(Views Expressed in this article are the personal opinion of the author)
Rupee slide: No need for the central bank to prop up the currency
What is the exchange rate? It is nothing but a price. It is the price of foreign exchange in rupees, or vice versa. In any market, prices fluctuate, depending on supply and demand. If all prices are administratively determined, there is zero uncertainty.
At one point, centrally-planned economies thought they would be able to mimic markets and administratively determine prices and resource allocation. Resultant inefficiencies are known. The market outguesses the central planner. It is reminiscent of the story about monkeys.
In a village, a man came and told villagers he would buy monkeys at Rs 100 each. Villagers began to catch monkeys and they were temporarily stored in a cage in the village. As monkey-supply declined, he progressively increased the price to Rs 500. The man had to go away and temporarily left the monkey-business to his assistant.
The assistant told villagers he would sell them the caged monkeys at Rs 350 each and they could then sell those back to the monkey-man at Rs 500. Once this was done, the monkey-man and his assistant were never seen again. One should think of this story whenever one suggests central banks should determine exchange rates and prevent them from appreciating or depreciating.
That can only be done by selling or buying forex. Apart from other costs, there is a presumption central banks know what the right exchange rate is. Speculation is often used as a dirty word. Speculators perform a useful intermediary function between buyers and sellers of a commodity.
In a forex market, with large volumes traded, even a second decimal point can provide arbitrage opportunity, especially if a bilateral exchange rate determined by RBI for intervention is out of line with cross-rates outside the country. Forward markets, as opposed to spot markets, complicate the story.
Apart from anything else, they are linked to expectations. With private cross-border capital flows increasing in importance, that's the reason the Bretton Woods system of fixed exchange rates collapsed in 1970s. Before reforms, Indian exchange rates were administratively determined. The rupee was overvalued by a factor of around 25% and there was a thriving hawala market.
We transited through partial convertibility to a market-determined rate. I remember walking into a bookshop in those partially-convertible days of 1993. There were two identical copies of a book, published abroad. But their rupee prices were different, because they had been imported on different dates.
Reading or writing about market-determined exchange rates is one thing. Experiencing it at first hand is another. RBI's present forex measures are knee-jerk and temporary, be they on exporters holding foreign currency, intra-currency day trading or NRI deposit rates. They are also against spirit of reforms, though plausible arguments can be made about capital and forex markets not being broad enough, or controls on capital account.

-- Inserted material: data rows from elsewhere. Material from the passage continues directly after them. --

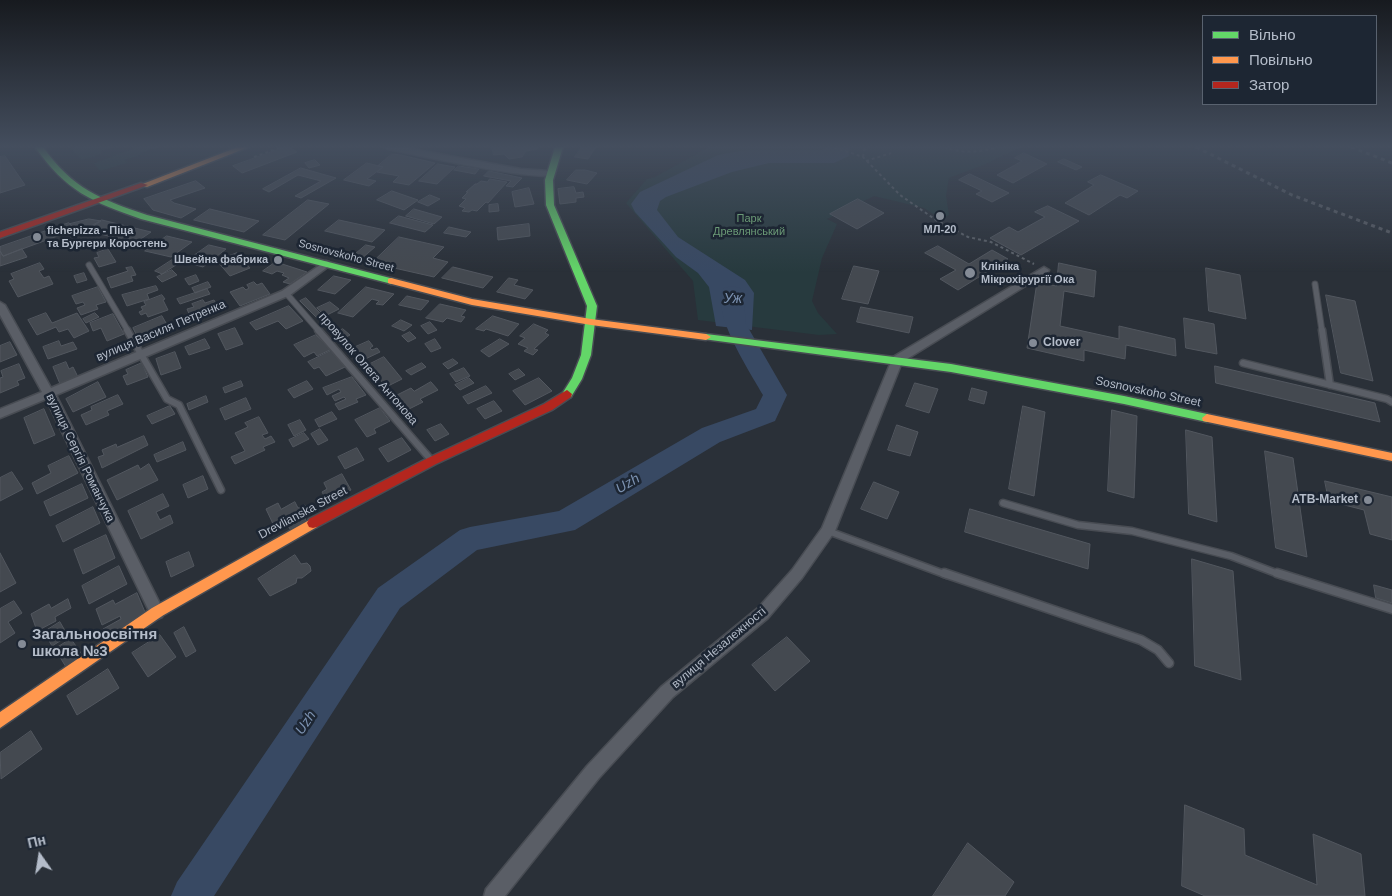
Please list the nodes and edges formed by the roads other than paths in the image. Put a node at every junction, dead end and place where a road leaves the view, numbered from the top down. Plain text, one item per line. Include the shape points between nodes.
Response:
1 (77, 189) edge
2 (133, 189) edge
3 (548, 189) edge
4 (98, 202) junction
5 (0, 234) edge
6 (326, 264) junction
7 (89, 265) dead end
8 (1044, 270) road end
9 (1315, 284) dead end
10 (286, 293) junction
11 (0, 305) edge
12 (591, 322) junction
13 (141, 354) junction
14 (897, 360) junction
15 (1243, 363) dead end
16 (1330, 384) junction
17 (49, 394) junction
18 (1392, 402) edge
19 (0, 414) edge
20 (1392, 458) edge
21 (432, 461) junction
22 (221, 490) dead end
23 (1003, 503) dead end
24 (828, 531) junction
25 (1392, 608) edge
26 (157, 612) junction
27 (1170, 663) dead end
28 (0, 721) edge
29 (494, 896) edge

1 - 4 main road, Sosnovskoho Street
2 - 4 main road
3 - 12 main road, Drevlianska Street via 550,205 592,306
4 - 5 main road
4 - 6 main road, Sosnovskoho Street
6 - 10 street, вулиця Василя Петренка
6 - 12 main road, Sosnovskoho Street via 472,302
7 - 13 lane
8 - 14 street
9 - 16 lane
10 - 13 street, вулиця Василя Петренка
10 - 21 lane, провулок Олега Антонова
11 - 17 street, вулиця Сергія Романчука
12 - 14 main road, Sosnovskoho Street
12 - 21 main road, Drevlianska Street via 582,366 576,383 565,397
13 - 17 street, вулиця Василя Петренка
13 - 22 lane via 167,399 179,405
14 - 20 main road, Sosnovskoho Street via 1124,400
14 - 24 street, вулиця Незалежності
15 - 16 lane
16 - 18 lane
17 - 19 street, вулиця Василя Петренка
17 - 26 street, вулиця Сергія Романчука
21 - 26 main road, Drevlianska Street via 287,537
23 - 25 lane via 1078,525 1132,531 1231,556 1292,579
24 - 27 lane via 975,585 1141,640 1158,650
24 - 29 street, вулиця Незалежності via 763,613 667,692 593,772
26 - 28 main road, Drevlianska Street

There is a difference between secular forex trends and volatility. As secular trend, we know the following. If a country grows fast, as India is expected to, demand for rupees will increase and, therefore, in the medium term, rupee will appreciate. But that's medium term. In general, depreciation is good for exports and bad for imports.
From that export angle, we also have a purchasing power parity (PPP) argument, which is more normative and less descriptive in nature. If inflation rates in India are relatively higher, rupee should depreciate, to ensure export price competitiveness. And there is also an interest-rate parity argument. If interest rates in India are relatively higher, capital flows into India will encourage rupee appreciation.
For some time, India had these two forces working in opposite directions. In 2003-04, contrary to a priori logic (since India is supposed to be a capital-deficient country), there was even a surplus on capital account. The present problem is that we have an increasing current account deficit and declining capital account inflows.
As a permanent solution, RBI intervention is no answer. Apart from other costs - and it becomes impossible to disentangle secular trends from volatility - it encourages those with forex transactions not to take forex cover. Life is full of uncertainty and forex markets are no different. Confronted with volatility, you hedge, assuming you are risk-averse. (There is a valid argument about lack of depth in forward markets.)
That's like paying a premium for insurance. Blaming it all on Greece is dysfunctional. The argument that FII inflows represent hot money is also pointless. All speculative flows are volatile. They are 'hot' only in the sense that they exit a country that is become 'hot'.
Why have we made India too 'hot' for FDI and FII inflows? Why have we fuelled the expectation angle that the India Shining story has now yielded to an India Whining one? Why have we conveyed the signal that nothing is going to happen before 2014? One should introspect, and not just retrospect, tax laws.